Depending on the type of smoker you have you may need to "spritz" the meat more often to add more moisture. (Using a Ceramic smoker I usually "Spritz" every 1.5 - 2 hours cause they tend to keep moisture and hte less you open the smoker the less the temp changes)

- Check the butt temp at the thickest portion. I usually will let it get up to 165 degrees F or until you like the color you prefer.

- Once at 165 wrap in heavy duty aluminum foil boat (or use a half pan and tightly wrap foil around as a lid. At this point I flip to fat side down in the wrap. Prior to closing the wrap liberally put Butter, Agave (or Brown sugar), about a 4-8 oz of apple juice and some more rub onto the pork. 

- Once the meat hits 195 degrees F,  pull the pork off and let rest, in a cooler, for a minimum of an hour but can go up to 2-5 hours if needed to let the juices soak back into the meat. 

- Once rested you can either hand pull or chop the meat.

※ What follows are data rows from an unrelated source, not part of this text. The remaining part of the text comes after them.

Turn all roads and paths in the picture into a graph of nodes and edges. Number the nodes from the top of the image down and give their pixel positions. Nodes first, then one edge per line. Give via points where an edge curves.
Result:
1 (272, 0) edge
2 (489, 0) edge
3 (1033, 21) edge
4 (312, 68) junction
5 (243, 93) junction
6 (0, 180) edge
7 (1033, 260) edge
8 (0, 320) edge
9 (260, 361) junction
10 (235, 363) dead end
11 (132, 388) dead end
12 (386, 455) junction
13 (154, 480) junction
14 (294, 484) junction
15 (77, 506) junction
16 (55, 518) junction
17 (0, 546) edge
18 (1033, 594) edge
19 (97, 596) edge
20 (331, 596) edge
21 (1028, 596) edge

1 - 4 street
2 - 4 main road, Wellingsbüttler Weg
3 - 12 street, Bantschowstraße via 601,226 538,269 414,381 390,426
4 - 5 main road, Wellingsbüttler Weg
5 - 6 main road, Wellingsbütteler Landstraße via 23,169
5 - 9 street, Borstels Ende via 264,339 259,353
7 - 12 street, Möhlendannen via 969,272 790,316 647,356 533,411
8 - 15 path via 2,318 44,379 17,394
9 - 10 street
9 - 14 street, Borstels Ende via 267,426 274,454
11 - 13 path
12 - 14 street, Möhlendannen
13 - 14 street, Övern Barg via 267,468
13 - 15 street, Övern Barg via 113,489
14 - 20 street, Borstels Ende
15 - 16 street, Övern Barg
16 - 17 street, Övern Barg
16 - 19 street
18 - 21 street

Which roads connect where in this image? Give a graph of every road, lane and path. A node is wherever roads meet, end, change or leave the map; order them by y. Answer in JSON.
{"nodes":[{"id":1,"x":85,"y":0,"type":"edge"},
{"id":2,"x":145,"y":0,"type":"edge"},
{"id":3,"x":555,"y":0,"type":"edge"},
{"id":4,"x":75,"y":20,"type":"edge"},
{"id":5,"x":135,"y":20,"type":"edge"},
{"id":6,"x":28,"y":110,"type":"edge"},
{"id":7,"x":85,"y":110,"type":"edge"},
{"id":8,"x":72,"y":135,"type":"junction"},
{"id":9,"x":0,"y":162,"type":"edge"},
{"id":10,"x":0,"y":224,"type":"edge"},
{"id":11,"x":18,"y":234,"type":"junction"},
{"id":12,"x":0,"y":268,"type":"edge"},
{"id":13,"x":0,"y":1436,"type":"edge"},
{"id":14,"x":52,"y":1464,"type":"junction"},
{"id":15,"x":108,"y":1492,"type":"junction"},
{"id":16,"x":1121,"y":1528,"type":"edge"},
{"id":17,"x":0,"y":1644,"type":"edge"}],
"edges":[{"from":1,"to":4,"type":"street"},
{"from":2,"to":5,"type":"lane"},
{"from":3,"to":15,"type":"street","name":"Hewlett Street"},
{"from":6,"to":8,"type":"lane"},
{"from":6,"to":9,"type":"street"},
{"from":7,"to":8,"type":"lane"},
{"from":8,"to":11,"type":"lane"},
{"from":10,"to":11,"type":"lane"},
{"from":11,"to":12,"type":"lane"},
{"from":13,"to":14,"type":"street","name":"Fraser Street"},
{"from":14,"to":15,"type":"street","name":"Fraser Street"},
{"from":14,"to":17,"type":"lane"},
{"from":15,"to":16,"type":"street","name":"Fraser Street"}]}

If you are cooking a bone in butt, the bone should easily pull out of the meat with a little tug. 

- Save the juices at the bottom of the foil. If you have a gravy separated (pictured below) this thing is a life saver and will add flavor and moisture back into the meat. 

I personally prefer hand pulling the pork, but if you are in a time crunch chopping will suffice. 

- Once pulled and in a pan, shake some extra tenches rub over the meat and then pour the juices (do not let the separated fat on top come out, throw that out) onto the meat. Toss with some tongs and serve!